**DIRECTIONS FOR THIS TASK:**
Every entry below needs to be printed again exactly, with its pictures left out.

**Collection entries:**
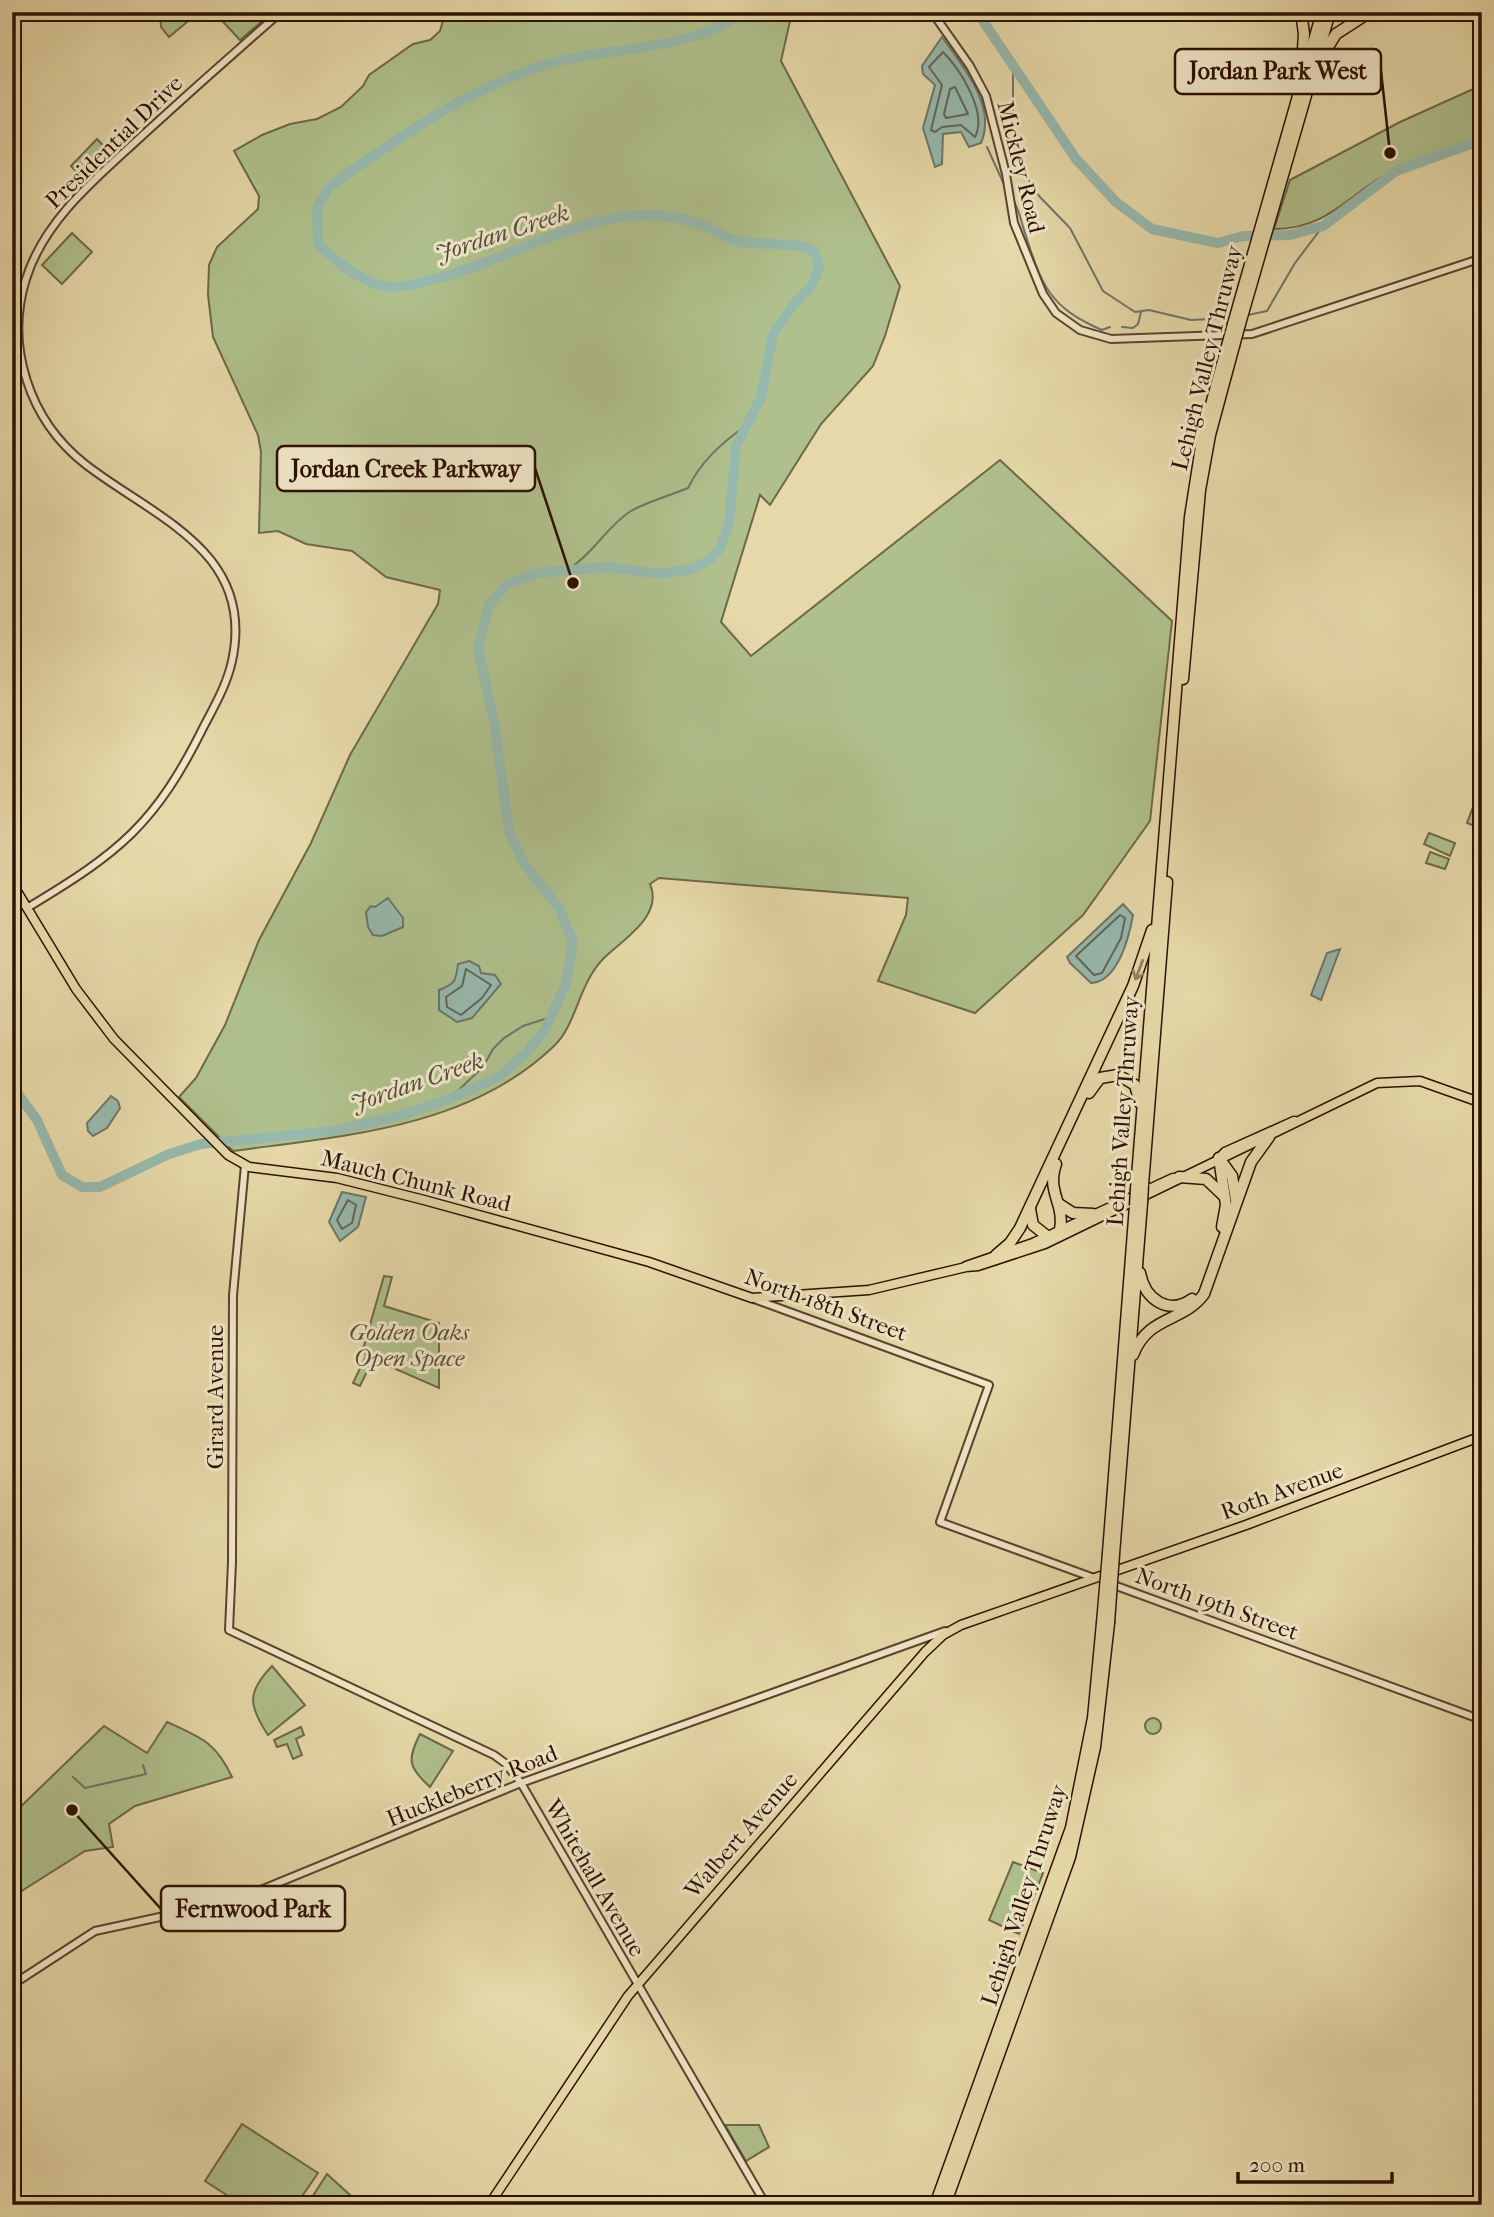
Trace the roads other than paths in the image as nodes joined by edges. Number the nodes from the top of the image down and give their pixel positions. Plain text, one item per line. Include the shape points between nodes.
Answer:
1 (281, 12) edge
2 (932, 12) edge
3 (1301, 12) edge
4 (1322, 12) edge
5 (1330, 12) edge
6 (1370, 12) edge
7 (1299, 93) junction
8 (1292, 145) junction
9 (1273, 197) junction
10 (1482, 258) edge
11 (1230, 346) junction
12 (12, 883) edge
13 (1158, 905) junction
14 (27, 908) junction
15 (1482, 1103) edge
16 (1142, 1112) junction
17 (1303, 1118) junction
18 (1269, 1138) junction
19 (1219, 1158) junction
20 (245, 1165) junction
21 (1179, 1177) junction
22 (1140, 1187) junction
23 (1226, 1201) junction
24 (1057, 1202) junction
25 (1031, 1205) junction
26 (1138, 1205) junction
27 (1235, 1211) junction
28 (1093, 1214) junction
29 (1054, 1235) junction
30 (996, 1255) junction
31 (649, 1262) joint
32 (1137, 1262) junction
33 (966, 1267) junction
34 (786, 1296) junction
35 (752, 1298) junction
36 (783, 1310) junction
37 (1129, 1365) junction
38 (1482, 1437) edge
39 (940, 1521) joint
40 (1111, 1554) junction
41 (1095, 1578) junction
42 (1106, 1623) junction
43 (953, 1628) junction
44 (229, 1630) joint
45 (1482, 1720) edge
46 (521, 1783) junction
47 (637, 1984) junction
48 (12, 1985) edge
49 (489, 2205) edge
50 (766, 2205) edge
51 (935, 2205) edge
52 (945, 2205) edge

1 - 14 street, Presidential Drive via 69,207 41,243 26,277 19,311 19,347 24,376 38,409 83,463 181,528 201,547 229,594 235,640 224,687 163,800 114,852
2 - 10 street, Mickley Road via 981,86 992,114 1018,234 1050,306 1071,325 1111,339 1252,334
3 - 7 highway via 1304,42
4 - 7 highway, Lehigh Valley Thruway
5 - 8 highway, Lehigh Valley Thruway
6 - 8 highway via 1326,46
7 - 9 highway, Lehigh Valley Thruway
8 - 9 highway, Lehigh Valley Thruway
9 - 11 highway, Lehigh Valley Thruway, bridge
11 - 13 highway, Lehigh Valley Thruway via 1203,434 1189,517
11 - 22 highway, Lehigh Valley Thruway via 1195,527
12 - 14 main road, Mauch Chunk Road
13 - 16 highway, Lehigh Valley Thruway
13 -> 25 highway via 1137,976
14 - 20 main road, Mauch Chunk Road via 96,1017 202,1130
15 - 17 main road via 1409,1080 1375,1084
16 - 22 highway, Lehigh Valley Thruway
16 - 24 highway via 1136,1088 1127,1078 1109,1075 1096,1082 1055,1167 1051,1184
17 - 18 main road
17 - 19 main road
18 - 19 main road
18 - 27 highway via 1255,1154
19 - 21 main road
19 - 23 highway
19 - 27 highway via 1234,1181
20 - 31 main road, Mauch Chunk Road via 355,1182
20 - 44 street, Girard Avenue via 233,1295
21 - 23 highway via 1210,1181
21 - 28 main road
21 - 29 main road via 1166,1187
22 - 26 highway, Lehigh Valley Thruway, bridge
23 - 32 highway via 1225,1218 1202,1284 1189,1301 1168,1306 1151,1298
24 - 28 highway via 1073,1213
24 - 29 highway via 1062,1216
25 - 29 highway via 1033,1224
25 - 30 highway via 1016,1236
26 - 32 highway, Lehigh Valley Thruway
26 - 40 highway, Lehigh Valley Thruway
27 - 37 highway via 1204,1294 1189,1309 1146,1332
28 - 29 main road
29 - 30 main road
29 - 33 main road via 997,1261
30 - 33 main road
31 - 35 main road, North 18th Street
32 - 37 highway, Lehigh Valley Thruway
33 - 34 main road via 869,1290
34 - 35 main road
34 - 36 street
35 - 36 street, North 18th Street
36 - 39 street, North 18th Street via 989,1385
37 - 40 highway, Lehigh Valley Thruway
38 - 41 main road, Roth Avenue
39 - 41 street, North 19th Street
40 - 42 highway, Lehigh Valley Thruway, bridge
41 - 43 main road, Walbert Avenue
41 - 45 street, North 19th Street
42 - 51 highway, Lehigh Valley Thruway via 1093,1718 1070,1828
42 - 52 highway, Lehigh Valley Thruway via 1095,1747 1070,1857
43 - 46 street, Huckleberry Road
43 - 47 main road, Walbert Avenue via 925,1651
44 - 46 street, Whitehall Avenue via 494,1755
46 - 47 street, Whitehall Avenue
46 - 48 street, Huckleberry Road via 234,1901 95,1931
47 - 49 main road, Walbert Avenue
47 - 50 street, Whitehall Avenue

**RESULT OF THIS EXERCISE:**
Trace the roads other than paths in the image as nodes joined by edges. Number the nodes from the top of the image down and give their pixel positions. Plain text, one item per line. Include the shape points between nodes.
Answer:
1 (281, 12) edge
2 (932, 12) edge
3 (1301, 12) edge
4 (1322, 12) edge
5 (1330, 12) edge
6 (1370, 12) edge
7 (1299, 93) junction
8 (1292, 145) junction
9 (1273, 197) junction
10 (1482, 258) edge
11 (1230, 346) junction
12 (12, 883) edge
13 (1158, 905) junction
14 (27, 908) junction
15 (1482, 1103) edge
16 (1142, 1112) junction
17 (1303, 1118) junction
18 (1269, 1138) junction
19 (1219, 1158) junction
20 (245, 1165) junction
21 (1179, 1177) junction
22 (1140, 1187) junction
23 (1226, 1201) junction
24 (1057, 1202) junction
25 (1031, 1205) junction
26 (1138, 1205) junction
27 (1235, 1211) junction
28 (1093, 1214) junction
29 (1054, 1235) junction
30 (996, 1255) junction
31 (649, 1262) joint
32 (1137, 1262) junction
33 (966, 1267) junction
34 (786, 1296) junction
35 (752, 1298) junction
36 (783, 1310) junction
37 (1129, 1365) junction
38 (1482, 1437) edge
39 (940, 1521) joint
40 (1111, 1554) junction
41 (1095, 1578) junction
42 (1106, 1623) junction
43 (953, 1628) junction
44 (229, 1630) joint
45 (1482, 1720) edge
46 (521, 1783) junction
47 (637, 1984) junction
48 (12, 1985) edge
49 (489, 2205) edge
50 (766, 2205) edge
51 (935, 2205) edge
52 (945, 2205) edge

1 - 14 street, Presidential Drive via 69,207 41,243 26,277 19,311 19,347 24,376 38,409 83,463 181,528 201,547 229,594 235,640 224,687 163,800 114,852
2 - 10 street, Mickley Road via 981,86 992,114 1018,234 1050,306 1071,325 1111,339 1252,334
3 - 7 highway via 1304,42
4 - 7 highway, Lehigh Valley Thruway
5 - 8 highway, Lehigh Valley Thruway
6 - 8 highway via 1326,46
7 - 9 highway, Lehigh Valley Thruway
8 - 9 highway, Lehigh Valley Thruway
9 - 11 highway, Lehigh Valley Thruway, bridge
11 - 13 highway, Lehigh Valley Thruway via 1203,434 1189,517
11 - 22 highway, Lehigh Valley Thruway via 1195,527
12 - 14 main road, Mauch Chunk Road
13 - 16 highway, Lehigh Valley Thruway
13 -> 25 highway via 1137,976
14 - 20 main road, Mauch Chunk Road via 96,1017 202,1130
15 - 17 main road via 1409,1080 1375,1084
16 - 22 highway, Lehigh Valley Thruway
16 - 24 highway via 1136,1088 1127,1078 1109,1075 1096,1082 1055,1167 1051,1184
17 - 18 main road
17 - 19 main road
18 - 19 main road
18 - 27 highway via 1255,1154
19 - 21 main road
19 - 23 highway
19 - 27 highway via 1234,1181
20 - 31 main road, Mauch Chunk Road via 355,1182
20 - 44 street, Girard Avenue via 233,1295
21 - 23 highway via 1210,1181
21 - 28 main road
21 - 29 main road via 1166,1187
22 - 26 highway, Lehigh Valley Thruway, bridge
23 - 32 highway via 1225,1218 1202,1284 1189,1301 1168,1306 1151,1298
24 - 28 highway via 1073,1213
24 - 29 highway via 1062,1216
25 - 29 highway via 1033,1224
25 - 30 highway via 1016,1236
26 - 32 highway, Lehigh Valley Thruway
26 - 40 highway, Lehigh Valley Thruway
27 - 37 highway via 1204,1294 1189,1309 1146,1332
28 - 29 main road
29 - 30 main road
29 - 33 main road via 997,1261
30 - 33 main road
31 - 35 main road, North 18th Street
32 - 37 highway, Lehigh Valley Thruway
33 - 34 main road via 869,1290
34 - 35 main road
34 - 36 street
35 - 36 street, North 18th Street
36 - 39 street, North 18th Street via 989,1385
37 - 40 highway, Lehigh Valley Thruway
38 - 41 main road, Roth Avenue
39 - 41 street, North 19th Street
40 - 42 highway, Lehigh Valley Thruway, bridge
41 - 43 main road, Walbert Avenue
41 - 45 street, North 19th Street
42 - 51 highway, Lehigh Valley Thruway via 1093,1718 1070,1828
42 - 52 highway, Lehigh Valley Thruway via 1095,1747 1070,1857
43 - 46 street, Huckleberry Road
43 - 47 main road, Walbert Avenue via 925,1651
44 - 46 street, Whitehall Avenue via 494,1755
46 - 47 street, Whitehall Avenue
46 - 48 street, Huckleberry Road via 234,1901 95,1931
47 - 49 main road, Walbert Avenue
47 - 50 street, Whitehall Avenue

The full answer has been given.